[Items from a dataset]
Start of Block

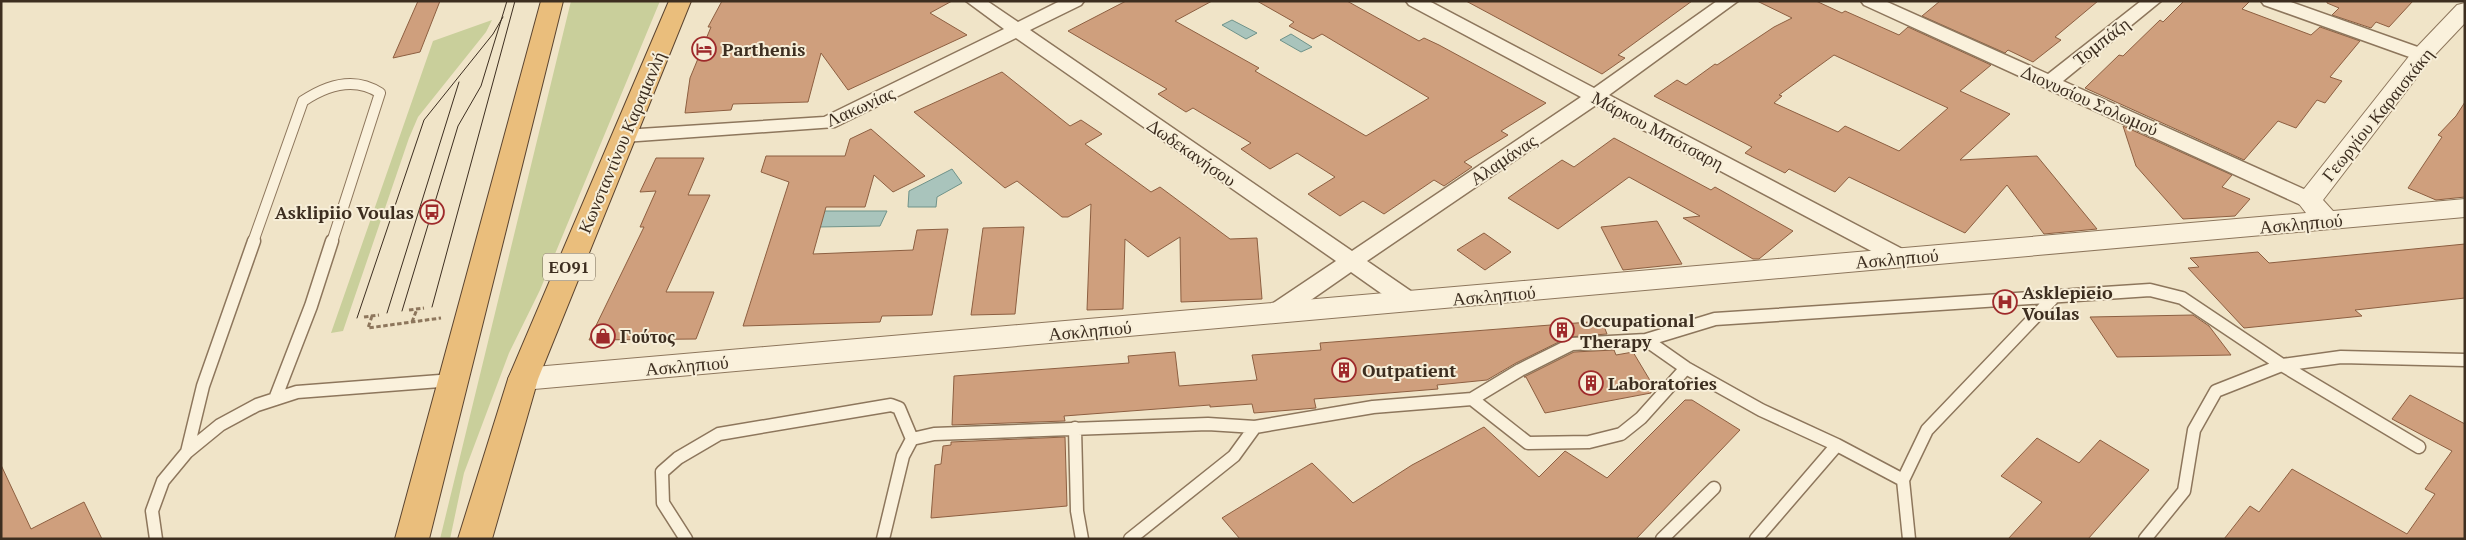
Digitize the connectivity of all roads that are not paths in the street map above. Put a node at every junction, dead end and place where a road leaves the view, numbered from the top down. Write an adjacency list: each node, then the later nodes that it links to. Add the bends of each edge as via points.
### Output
1 (552, 1): 29 (highway)
2 (680, 1): 15 (highway, Κωνσταντίνου Καραμανλή / ΕΟ91)
3 (975, 1): 11 (street, Δωδεκανήσου)
4 (1075, 1): 11 (street, Λακωνίας)
5 (1414, 1): 14 (street, Μάρκου Μπότσαρη)
6 (1730, 1): 14 (street, Αλαμάνας)
7 (1870, 1): 13 (street, Διονυσίου Σολωμού)
8 (2152, 1): 13 (street, Τομπάζη)
9 (2270, 1): 12 (street)
10 (2465, 10): 12 (street, Γεωργίου Καραισκάκη)
11 (1016, 30): 15 (street, Λακωνίας, via 828,123); 20 (street, Δωδεκανήσου)
12 (2422, 55): 16 (street, Γεωργίου Καραισκάκη)
13 (2050, 82): 16 (street, Διονυσίου Σολωμού)
14 (1594, 97): 19 (street, Μάρκου Μπότσαρη); 20 (street, Αλαμάνας)
15 (624, 136): 28 (highway, Κωνσταντίνου Καραμανλή / ΕΟ91)
16 (2309, 200): 18 (street)
17 (2465, 208): 18 (street, Ασκληπιού)
18 (2326, 220): 19 (street, Ασκληπιού)
19 (1902, 258): 22 (street, Ασκληπιού)
20 (1352, 262): 22 (street, Δωδεκανήσου); 23 (street, Αλαμάνας)
21 (2055, 296): 24 (lane, via 1715,319); 26 (lane, via 2150,290 2182,298); 38 (lane, via 1927,430)
22 (1410, 302): 23 (street, Ασκληπιού)
23 (1274, 314): 28 (street, Ασκληπιού)
24 (1646, 340): 27 (lane); 31 (lane, via 1572,344)
25 (2465, 360): 26 (lane, via 2341,357)
26 (2282, 365): 36 (lane); 50 (lane, via 2216,391 2194,430 2184,491)
27 (1686, 368): 31 (lane, via 1641,418 1621,434 1589,442 1528,443); 35 (lane, via 1761,410)
28 (523, 379): 42 (highway, Κωνσταντίνου Καραμανλή / ΕΟ91)
29 (454, 380): 30 (lane, via 297,392); 41 (highway)
30 (275, 399): 37 (lane, via 220,426); 37 (lane, via 311,306 380,93 372,86 357,82 337,85 317,91 303,101 203,386)
31 (1472, 399): 32 (lane, via 1372,407)
32 (1255, 427): 33 (lane, via 1208,424); 46 (lane, via 1234,456)
33 (1075, 428): 34 (lane, via 934,434); 45 (lane, via 1077,511)
34 (912, 439): 43 (lane, via 900,408 891,405 719,434 678,458 662,472 663,502); 44 (lane, via 903,456)
35 (1837, 445): 38 (lane); 48 (lane)
36 (2419, 448)
37 (187, 452): 40 (lane, via 164,481 152,511)
38 (1903, 480): 49 (lane)
39 (1714, 488): 47 (lane)
40 (156, 539)
41 (412, 539)
42 (475, 539)
43 (686, 539)
44 (883, 539)
45 (1082, 539)
46 (1130, 539)
47 (1662, 539)
48 (1756, 539)
49 (1909, 539)
50 (2145, 539)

End of Block

▶ PROBLEM TO WORK ON
Lines above that include the string "Αλαμάνας" need to be copied.

▶ OUTPUT FOR THIS EXERCISE
6 (1730, 1): 14 (street, Αλαμάνας)
14 (1594, 97): 19 (street, Μάρκου Μπότσαρη); 20 (street, Αλαμάνας)
20 (1352, 262): 22 (street, Δωδεκανήσου); 23 (street, Αλαμάνας)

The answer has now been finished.